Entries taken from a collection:
──────

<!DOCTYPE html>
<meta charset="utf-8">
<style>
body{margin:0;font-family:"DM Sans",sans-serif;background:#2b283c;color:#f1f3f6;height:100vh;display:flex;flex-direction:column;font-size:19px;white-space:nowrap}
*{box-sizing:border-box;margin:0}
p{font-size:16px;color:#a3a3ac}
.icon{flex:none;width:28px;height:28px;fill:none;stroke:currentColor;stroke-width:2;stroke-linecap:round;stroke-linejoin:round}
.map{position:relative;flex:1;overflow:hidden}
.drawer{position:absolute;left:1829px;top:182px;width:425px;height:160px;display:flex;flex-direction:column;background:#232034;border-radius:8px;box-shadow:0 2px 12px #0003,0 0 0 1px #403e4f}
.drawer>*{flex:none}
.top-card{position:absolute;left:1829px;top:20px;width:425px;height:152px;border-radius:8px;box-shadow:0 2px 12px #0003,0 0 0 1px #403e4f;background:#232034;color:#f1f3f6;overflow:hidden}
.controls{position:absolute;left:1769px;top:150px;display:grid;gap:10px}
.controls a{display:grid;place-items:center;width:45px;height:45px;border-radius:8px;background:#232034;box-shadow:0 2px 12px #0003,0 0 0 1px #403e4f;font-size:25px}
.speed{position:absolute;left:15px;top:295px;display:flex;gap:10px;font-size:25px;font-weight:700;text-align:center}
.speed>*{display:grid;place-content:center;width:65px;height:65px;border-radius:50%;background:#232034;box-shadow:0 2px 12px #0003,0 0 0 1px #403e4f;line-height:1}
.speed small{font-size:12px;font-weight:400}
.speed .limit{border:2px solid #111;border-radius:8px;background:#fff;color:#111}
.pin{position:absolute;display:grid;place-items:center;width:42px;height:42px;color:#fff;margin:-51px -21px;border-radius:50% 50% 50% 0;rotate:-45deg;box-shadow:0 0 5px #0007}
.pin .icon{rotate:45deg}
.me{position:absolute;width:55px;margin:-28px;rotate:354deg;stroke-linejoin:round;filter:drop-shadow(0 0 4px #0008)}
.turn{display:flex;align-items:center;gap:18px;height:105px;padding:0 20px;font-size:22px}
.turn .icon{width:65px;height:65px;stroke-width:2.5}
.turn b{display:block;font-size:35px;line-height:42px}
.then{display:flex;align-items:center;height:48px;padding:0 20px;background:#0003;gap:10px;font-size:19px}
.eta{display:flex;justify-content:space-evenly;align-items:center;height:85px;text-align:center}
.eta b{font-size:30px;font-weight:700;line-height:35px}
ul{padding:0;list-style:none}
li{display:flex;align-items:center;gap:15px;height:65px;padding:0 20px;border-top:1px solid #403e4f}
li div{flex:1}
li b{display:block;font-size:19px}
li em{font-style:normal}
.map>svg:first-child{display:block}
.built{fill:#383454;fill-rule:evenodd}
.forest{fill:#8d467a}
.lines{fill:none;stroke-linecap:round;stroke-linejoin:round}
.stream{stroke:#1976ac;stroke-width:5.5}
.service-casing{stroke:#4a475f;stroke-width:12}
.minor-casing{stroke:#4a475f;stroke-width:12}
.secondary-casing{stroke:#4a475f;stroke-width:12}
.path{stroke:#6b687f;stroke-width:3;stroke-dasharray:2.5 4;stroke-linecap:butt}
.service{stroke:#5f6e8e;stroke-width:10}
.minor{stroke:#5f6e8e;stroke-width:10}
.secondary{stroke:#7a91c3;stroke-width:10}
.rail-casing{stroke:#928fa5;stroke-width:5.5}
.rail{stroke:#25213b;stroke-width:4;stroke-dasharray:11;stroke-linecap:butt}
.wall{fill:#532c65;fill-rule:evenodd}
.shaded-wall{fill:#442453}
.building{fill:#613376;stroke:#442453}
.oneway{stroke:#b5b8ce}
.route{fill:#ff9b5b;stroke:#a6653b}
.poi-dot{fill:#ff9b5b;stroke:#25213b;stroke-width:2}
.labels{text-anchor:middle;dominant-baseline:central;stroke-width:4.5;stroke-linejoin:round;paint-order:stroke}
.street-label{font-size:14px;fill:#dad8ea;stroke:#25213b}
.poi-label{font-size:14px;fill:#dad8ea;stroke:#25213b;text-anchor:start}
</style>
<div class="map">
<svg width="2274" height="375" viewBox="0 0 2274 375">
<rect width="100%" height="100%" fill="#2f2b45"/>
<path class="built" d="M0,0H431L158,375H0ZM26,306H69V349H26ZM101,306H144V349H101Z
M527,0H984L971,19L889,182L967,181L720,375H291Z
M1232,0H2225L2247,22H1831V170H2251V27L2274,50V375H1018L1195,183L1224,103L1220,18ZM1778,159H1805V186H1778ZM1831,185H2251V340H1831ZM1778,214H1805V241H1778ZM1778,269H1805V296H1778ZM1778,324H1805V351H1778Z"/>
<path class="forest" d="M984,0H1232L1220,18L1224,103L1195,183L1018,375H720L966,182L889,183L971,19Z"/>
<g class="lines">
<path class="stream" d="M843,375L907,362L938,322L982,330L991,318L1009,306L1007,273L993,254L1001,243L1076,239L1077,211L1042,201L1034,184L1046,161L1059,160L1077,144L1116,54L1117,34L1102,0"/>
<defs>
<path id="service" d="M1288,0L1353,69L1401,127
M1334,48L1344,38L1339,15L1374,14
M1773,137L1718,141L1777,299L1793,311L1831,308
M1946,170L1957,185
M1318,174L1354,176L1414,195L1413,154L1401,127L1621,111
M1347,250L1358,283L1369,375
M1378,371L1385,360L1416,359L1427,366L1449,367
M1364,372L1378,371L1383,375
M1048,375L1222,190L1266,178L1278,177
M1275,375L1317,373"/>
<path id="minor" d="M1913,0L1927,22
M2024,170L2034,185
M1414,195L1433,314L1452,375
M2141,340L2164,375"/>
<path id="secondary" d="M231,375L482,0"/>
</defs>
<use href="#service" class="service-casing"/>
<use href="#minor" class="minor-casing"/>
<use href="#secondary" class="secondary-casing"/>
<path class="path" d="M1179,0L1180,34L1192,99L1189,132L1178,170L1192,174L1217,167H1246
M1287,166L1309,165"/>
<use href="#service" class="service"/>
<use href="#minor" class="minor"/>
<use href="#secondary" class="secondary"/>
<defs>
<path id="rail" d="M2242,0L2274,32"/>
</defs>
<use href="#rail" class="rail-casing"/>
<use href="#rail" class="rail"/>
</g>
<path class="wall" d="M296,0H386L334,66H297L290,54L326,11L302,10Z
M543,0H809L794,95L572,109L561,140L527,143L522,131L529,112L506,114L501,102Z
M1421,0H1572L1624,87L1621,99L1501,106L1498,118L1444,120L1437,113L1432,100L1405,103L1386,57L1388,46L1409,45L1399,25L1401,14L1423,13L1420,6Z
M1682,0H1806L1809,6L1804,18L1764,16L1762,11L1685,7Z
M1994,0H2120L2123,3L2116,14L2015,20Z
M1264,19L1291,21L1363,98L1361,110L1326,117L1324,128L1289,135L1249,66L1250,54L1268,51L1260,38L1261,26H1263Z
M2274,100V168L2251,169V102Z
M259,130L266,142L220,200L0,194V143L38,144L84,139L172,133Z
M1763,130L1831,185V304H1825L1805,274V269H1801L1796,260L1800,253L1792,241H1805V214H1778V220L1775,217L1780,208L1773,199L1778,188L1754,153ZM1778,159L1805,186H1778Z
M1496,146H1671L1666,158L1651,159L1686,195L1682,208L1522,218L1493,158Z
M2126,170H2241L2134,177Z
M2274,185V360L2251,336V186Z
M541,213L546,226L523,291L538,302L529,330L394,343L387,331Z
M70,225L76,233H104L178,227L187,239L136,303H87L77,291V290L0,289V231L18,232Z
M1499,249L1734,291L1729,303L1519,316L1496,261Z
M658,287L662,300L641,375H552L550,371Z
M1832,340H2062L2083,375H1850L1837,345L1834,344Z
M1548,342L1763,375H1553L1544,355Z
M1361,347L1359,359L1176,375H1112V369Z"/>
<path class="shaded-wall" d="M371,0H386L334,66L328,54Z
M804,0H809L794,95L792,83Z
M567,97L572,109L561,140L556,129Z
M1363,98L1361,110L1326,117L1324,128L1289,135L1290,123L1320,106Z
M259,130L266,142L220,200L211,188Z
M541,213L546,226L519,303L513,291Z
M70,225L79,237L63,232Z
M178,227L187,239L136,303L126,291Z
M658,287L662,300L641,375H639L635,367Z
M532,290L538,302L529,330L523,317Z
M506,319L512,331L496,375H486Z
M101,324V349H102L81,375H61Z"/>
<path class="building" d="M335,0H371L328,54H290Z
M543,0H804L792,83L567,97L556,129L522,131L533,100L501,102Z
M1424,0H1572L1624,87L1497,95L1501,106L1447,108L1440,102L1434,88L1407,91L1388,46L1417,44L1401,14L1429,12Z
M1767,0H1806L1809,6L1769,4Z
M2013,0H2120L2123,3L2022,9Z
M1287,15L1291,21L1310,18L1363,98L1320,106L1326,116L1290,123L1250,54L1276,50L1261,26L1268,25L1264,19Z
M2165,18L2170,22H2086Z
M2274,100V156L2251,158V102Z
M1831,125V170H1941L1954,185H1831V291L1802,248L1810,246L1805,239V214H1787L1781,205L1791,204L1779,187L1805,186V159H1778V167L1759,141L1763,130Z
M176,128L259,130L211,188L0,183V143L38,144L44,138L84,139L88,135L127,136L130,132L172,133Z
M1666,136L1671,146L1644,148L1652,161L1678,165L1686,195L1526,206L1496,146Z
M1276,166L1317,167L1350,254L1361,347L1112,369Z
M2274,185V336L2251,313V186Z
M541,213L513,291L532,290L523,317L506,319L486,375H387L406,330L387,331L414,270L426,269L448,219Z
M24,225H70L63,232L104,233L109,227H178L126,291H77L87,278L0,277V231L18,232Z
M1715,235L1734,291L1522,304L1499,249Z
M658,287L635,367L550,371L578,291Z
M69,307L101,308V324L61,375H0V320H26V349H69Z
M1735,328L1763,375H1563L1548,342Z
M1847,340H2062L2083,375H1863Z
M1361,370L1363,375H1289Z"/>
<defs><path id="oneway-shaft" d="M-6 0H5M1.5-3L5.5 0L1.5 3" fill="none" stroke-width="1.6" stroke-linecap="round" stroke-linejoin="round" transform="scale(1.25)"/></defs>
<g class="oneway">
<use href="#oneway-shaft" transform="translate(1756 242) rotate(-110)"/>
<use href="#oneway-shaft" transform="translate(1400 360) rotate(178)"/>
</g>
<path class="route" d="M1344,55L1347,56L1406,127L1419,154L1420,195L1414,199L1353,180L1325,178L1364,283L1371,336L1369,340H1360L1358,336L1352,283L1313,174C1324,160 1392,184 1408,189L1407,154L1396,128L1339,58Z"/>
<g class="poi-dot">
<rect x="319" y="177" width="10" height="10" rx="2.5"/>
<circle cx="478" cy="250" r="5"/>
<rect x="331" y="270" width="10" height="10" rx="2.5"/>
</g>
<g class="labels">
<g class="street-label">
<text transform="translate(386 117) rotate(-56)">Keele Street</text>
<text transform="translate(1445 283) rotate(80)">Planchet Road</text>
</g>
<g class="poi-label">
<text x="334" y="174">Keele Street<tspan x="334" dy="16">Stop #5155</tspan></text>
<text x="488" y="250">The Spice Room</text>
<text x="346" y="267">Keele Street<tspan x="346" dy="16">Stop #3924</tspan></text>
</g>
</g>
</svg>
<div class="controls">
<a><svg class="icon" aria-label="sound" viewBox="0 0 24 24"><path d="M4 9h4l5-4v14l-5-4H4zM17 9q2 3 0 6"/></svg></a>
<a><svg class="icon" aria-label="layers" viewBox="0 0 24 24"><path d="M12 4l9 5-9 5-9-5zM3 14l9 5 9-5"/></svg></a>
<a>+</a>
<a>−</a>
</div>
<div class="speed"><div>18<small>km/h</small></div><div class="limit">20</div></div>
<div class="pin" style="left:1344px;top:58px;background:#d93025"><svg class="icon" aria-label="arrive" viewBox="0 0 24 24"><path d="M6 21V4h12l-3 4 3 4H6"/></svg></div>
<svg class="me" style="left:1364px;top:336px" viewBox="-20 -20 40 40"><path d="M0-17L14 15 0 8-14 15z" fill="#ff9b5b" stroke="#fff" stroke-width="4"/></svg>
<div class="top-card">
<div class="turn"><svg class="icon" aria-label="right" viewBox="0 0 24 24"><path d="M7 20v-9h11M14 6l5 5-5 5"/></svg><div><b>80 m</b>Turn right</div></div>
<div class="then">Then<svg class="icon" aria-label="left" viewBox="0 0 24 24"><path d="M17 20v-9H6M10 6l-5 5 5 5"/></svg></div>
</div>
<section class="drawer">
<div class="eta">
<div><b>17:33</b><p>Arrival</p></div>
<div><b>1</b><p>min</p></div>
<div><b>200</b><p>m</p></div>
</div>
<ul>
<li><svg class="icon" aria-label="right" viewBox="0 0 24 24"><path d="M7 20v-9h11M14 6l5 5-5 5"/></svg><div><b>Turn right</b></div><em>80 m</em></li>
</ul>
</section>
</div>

──────

Look through the preceding entries for the word "controls". Report how many lines hold it, and only that number.

3